Alexandria Ocasio-Cortez Is Great at Getting Attention and Raising Money. Sound Familiar?

Alexandria Ocasio-Cortez, the youngest woman ever elected to Congress, has an appealing backstory, an infectious can-do attitude and a national following of political newbies who consider her a personal hero. Sound familiar?

A handful of Republican women shook up the party status quo 10 years ago and, in doing so, sustained media attention that far outstripped their accomplishments. Think Michele Bachmann in Congress, where her contributions were tiny compared with the national coverage of her campaigns. Think Sarah Palin, who gets credit—or blame, depending on your audience—for the Tea Party, Trumpian populism, and really every political event since 2008. The outsider status and inexperience that make these women so compelling also makes them easy targets for their ideological opponents. With Ocasio-Cortez, the formula is much the same: Her inarticulate socialism makes her an ideal adversary for Republicans on the defensive.
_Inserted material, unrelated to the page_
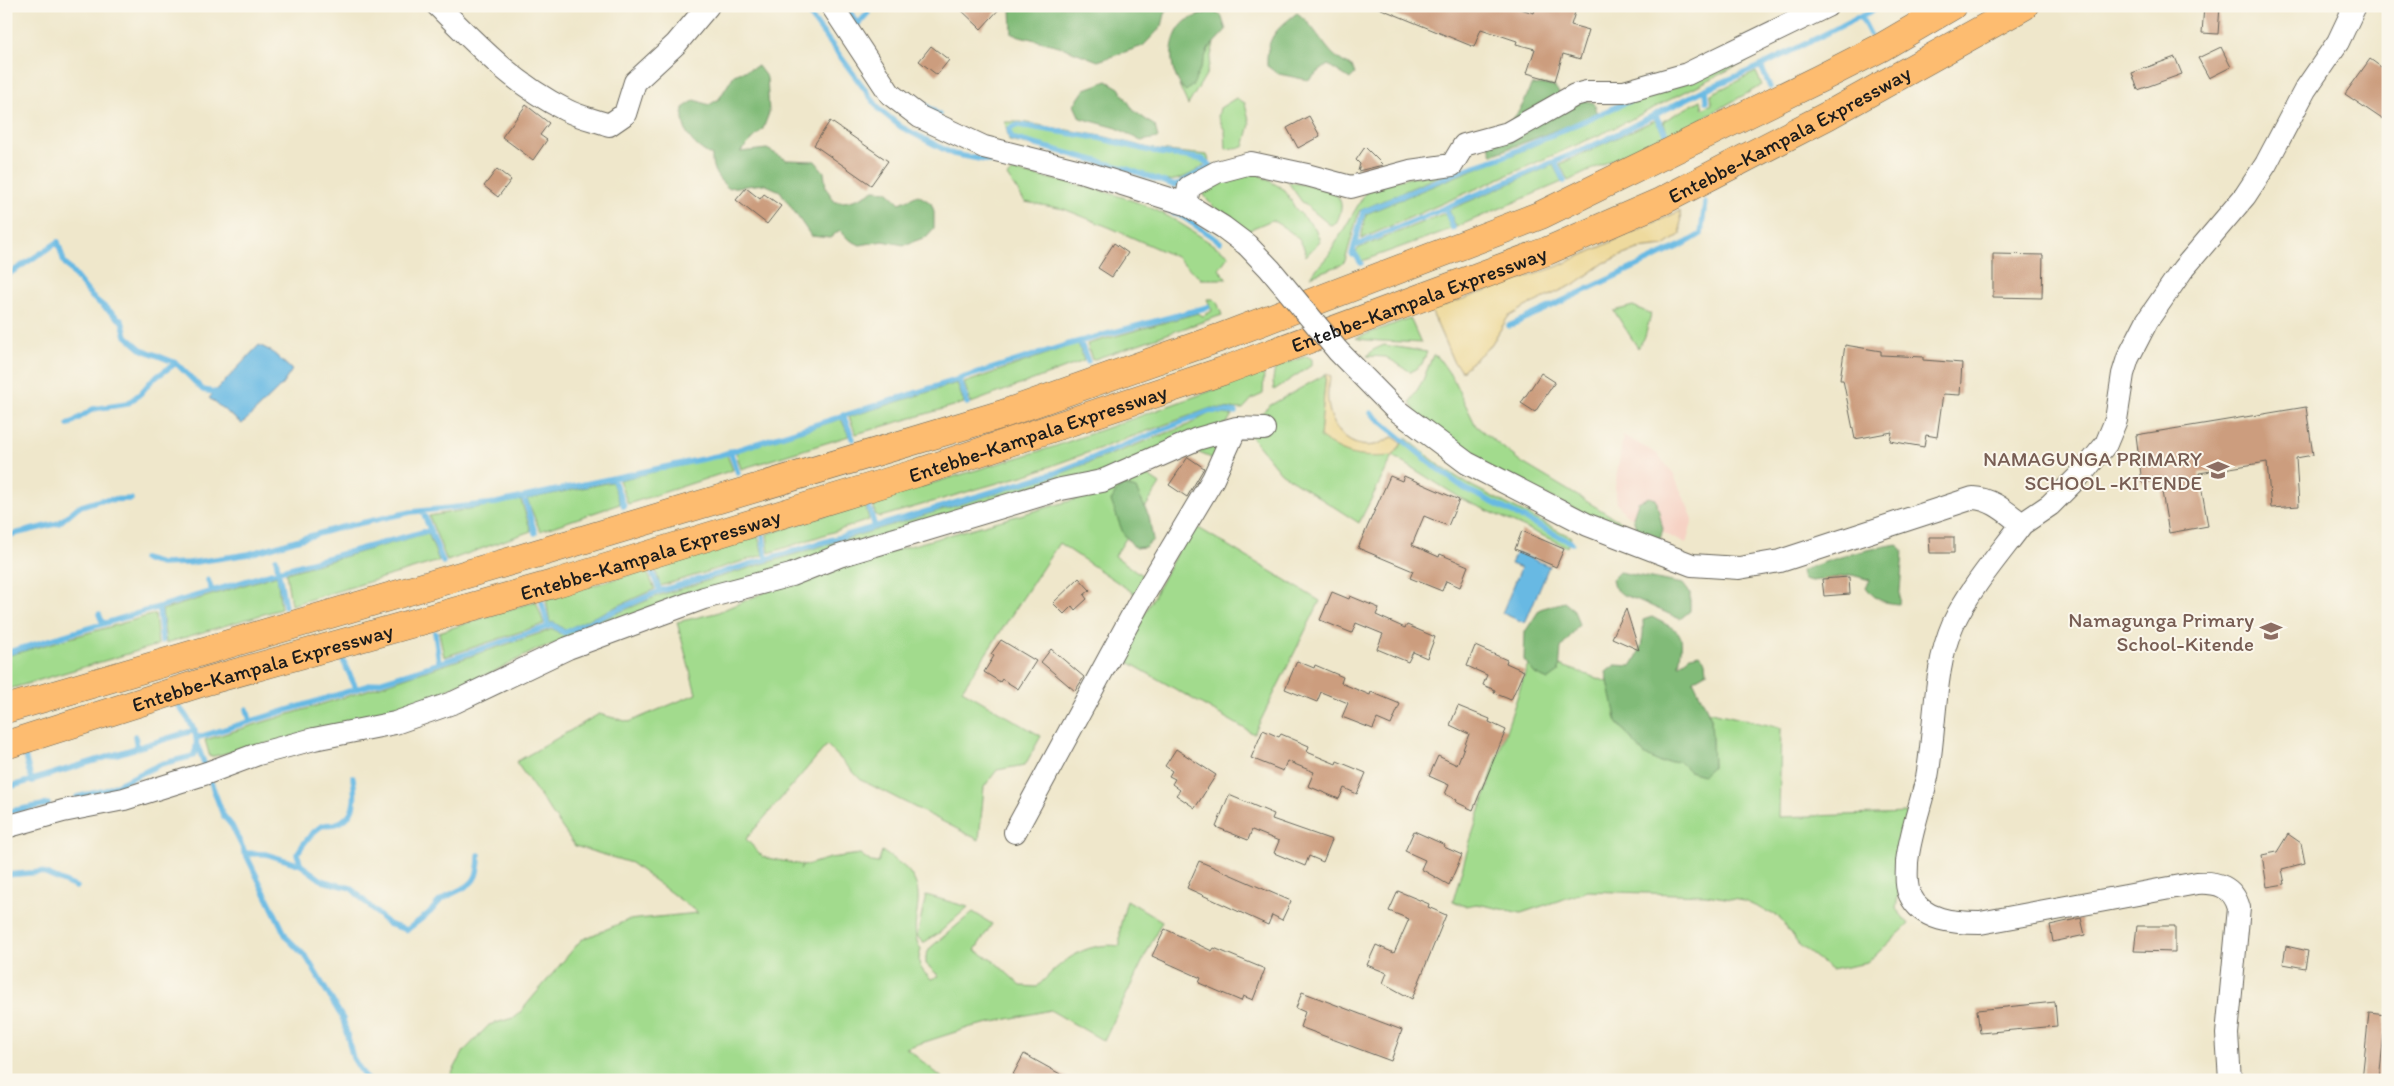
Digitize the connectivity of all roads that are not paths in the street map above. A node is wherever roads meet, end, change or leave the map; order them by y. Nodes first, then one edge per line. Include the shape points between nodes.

As Congress watchers point out, Ocasio-Cortez is going to be a deep backbencher come January. Which leaves her more time for the really important work: Raising money. She’s really good at it.

“Increased attention often means increased fundraising potential,” said campaign finance expert Michael Beckel. FEC filings show that more than half of campaign funds came from small-dollar donation, of $200 or less. “Clearly, Ocasio-Cortez is developing a base who may be willing to open their wallets not just for her but also for other candidates she endorses,” Beckel added.

“She’s been raising money for candidates,” said Corbin Trent, Ocasio-Cortez’s incoming communications director and campaign manager on the trail. “She’s raised over $100,000 total, through email lists and social media.” Her social media followings and email lists will only grow as 2020 approaches. “We’ll do everything we can,” Trent said.

Those out-of-state donations were, on average, small: Approximately $20, the sort Republicans used to be—until this year, in fact—better at attracting than Democrats. Trent demurred when asked if that fundraising model should supplant the status quo of Nancy Pelosi’s generation, saying, “It’s not something we’re doing intentionally at this point,” and “There a lot of things that we’re going to do differently.”

Judging by the attention she has received since winning, Ocasio-Cortez will be a leading fixture the party’s popular narrative going into the presidential primaries—and, let’s be honest, that matters more for 2020 than what most of what will actually happen in the House between now and then.

She and her progressive supporters may be disappointed in how little change she can actually drive as a freshman member who’s already antagonized the party’s once and (probably) future leader. But pep-rallying climate change protesters in Pelosi’s office earlier this week proved once more how little institutional power and political experience actually matter when you can command attention all on your own. In reality, Pelosi had already agreed to reinstate a select committee on climate change and put out a statement applauding the protesters herself. But it didn’t matter: Ocasio-Cortez joined an occupation of Pelosi’s office. She won the headlines.

So did Palin, for that matter, when she turned a very Alaska-specific infrastructure project into a defining rejection of government waste in the earmark era. (The reality of the “bridge to nowhere,” her constituents knew, was more complicated than she made it sound.) Ocasio-Cortez fumbling a question about Israel made less sense than Palin’s famously memed claim that trade across Alaska’s maritime border with Russia qualified as foreign relations experience.

And yet Ocasio-Cortez’s real talk about renting in D.C.—not a new challenge for freshmen members—won her high marks for relatability when she told the Times that she hadn’t chosen a place in the District because they couldn’t afford to move until her salary kicked in. Her ability to enchant her followers already surpasses that of her congressional colleagues. We should know better by now than to underestimate the power of one straight-talking upstart’s efforts to redefine the political landscape.